The first part of a proper dry and cure comes before you cut down your first plant. After spending eight weeks or more of hard work in the garden, you want to make sure to harvest your plants at peak ripeness.
This can be achieved by cutting your plants down when 25% of the trichromes on the plant have changed color from clear or milky white amber. This signifies the beginning of the plants process of converting THC to CBN. CBN has one tenth the psycho-activity of THC, and is the contributing factor for the couch-lock type of high associated with certain varieties. You also want to make sure to harvest your plants just prior to your lights coming on. Light and heat degrade THC, as well as evaporating essential oils and terpenoids out of your plant matter. To take advantage of this concept most effectively, after you have completed your final flush, allow your plants to sit in uninterrupted darkness for 48 hours and trim directly out of the darkness.

Once you cut your plants down, separate each branch from the main stem. After this, remove all fan leaves, which can include any leaves without visible trichromes on them, and discard them. Once all fan leaves have been removed, with a pair of scissors, begin trimming all remaining leaves from the buds. Keep this trim, known as sugar leaf, separate from your buds and fan leaves, as this can be processed into bubble hash or used to make edibles.

Hang each branch, buds freshly trimmed, evenly spaced along a line, and keep the temperature and humidity in the room consistently at 72 degrees Fahrenheit and 50% respectively. Adding a heat source or dehumidifier will cause your buds to dry unevenly not only from one side of the room to the other, but also within each individual bud, as the outsides of the buds will crisp up excessively while the insides stay moist. When your stems crack but don’t break, somewhere from seven to ten days, you are ready to cut your buds off of the stems into airtight glass jars.

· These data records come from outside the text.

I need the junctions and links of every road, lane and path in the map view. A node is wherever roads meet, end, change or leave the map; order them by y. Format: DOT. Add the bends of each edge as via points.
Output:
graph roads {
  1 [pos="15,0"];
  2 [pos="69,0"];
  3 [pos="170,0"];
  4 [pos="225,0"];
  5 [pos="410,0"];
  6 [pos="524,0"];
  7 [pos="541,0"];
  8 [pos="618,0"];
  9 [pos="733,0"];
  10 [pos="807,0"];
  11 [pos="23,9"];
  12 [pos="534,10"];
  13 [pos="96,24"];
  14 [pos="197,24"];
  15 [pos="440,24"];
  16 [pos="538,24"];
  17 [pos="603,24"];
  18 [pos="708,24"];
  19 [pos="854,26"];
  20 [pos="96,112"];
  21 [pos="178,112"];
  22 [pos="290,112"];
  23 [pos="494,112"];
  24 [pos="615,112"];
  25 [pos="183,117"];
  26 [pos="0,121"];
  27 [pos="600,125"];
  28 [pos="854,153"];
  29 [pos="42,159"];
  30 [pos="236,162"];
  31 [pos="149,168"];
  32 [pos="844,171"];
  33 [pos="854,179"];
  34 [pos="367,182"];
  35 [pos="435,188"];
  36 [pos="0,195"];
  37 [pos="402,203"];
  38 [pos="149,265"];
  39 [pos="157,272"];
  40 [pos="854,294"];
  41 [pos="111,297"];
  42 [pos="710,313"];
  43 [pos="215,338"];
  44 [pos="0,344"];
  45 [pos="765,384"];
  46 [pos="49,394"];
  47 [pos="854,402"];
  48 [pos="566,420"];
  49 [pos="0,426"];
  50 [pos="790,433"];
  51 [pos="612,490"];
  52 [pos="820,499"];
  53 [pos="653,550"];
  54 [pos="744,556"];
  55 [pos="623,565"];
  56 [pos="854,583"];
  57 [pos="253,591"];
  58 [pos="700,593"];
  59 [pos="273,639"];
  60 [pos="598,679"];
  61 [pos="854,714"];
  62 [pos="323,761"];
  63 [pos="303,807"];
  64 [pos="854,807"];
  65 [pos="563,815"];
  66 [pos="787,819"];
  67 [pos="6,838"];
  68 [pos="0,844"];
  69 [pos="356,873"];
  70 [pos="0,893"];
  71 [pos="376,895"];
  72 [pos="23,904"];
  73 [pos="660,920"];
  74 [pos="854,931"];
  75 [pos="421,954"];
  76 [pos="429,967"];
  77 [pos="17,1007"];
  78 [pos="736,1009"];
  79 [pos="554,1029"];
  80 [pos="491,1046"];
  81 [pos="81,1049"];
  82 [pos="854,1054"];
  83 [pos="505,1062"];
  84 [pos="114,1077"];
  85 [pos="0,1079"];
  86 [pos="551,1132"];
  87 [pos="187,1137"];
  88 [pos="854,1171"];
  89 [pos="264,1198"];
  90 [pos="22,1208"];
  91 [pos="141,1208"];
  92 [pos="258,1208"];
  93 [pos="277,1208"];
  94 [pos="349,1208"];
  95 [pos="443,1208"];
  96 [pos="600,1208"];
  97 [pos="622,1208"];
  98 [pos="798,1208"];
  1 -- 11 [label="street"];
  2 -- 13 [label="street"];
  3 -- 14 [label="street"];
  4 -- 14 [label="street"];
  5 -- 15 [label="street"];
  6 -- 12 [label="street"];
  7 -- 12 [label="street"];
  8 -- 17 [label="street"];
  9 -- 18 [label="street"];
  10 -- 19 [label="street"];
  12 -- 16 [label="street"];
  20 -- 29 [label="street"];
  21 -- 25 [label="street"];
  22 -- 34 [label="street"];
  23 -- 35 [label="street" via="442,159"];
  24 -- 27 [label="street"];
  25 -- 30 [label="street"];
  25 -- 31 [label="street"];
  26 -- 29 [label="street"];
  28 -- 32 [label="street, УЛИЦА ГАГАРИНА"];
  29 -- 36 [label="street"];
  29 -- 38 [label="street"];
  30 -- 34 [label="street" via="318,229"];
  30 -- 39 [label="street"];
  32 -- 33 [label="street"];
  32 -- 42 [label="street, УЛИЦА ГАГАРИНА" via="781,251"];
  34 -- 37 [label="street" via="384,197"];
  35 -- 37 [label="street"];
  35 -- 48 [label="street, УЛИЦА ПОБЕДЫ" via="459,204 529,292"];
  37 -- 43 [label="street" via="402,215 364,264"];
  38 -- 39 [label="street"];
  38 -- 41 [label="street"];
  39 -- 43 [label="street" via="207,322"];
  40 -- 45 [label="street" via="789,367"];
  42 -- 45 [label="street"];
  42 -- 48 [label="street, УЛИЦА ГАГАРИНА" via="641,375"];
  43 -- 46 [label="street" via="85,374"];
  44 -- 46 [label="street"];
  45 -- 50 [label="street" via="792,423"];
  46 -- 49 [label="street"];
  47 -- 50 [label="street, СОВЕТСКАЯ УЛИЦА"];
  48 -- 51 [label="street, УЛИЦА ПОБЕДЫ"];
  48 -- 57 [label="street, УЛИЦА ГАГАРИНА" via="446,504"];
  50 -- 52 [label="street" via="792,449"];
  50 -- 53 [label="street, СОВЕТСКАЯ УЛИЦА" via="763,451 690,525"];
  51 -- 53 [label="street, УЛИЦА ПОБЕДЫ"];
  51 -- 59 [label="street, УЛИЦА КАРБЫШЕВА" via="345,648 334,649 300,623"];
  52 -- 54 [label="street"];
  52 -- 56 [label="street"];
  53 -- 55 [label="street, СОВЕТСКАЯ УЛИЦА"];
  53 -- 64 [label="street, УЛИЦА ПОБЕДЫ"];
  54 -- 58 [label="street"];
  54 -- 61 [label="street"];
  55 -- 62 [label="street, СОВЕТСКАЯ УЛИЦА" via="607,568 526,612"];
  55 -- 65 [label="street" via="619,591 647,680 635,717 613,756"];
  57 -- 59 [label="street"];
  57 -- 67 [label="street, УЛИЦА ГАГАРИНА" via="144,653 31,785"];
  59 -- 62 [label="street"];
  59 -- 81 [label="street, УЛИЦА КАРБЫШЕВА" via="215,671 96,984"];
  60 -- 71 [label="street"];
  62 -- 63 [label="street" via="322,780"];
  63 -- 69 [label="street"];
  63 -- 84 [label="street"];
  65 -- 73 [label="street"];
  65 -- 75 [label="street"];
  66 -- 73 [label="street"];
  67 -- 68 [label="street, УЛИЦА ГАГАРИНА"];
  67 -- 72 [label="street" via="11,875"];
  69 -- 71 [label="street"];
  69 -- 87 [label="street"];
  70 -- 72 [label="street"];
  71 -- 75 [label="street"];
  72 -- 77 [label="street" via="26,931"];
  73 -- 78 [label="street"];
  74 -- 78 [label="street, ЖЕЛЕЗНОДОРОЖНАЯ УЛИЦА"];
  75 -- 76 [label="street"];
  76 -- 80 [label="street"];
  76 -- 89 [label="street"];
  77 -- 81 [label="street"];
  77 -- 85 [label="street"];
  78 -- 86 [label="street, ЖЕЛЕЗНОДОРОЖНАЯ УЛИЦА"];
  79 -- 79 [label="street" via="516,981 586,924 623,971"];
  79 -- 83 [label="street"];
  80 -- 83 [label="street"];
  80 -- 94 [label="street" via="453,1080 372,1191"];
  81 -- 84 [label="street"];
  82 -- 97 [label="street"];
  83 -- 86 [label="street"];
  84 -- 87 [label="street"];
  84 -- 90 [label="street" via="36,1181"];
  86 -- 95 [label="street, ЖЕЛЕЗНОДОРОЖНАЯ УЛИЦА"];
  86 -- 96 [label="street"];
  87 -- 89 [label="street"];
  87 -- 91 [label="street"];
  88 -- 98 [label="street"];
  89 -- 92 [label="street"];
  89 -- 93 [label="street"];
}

After cutting all buds into their jars, close the jars. The next day when you open the jars back up, your bud should have remoistened. Stir the buds from the top of the jar and the bottom of the jar together to make sure they dry evenly, and close the jar back up after fifteen minutes. This process helps convert intracellular moisture to extracellular moisture within the plants cells. This also allows micro processes within the plant to convert the remaining chlorophyll pigments within the plant into starches. This removes any lingering grass taste remaining after your flush. Repeat this step each day for a minimum of two weeks or ideally for as long as four, and you will be able to see marked improvements to every measure of quality you can apply. And who doesn’t like medicine that tastes, smells, and smokes better.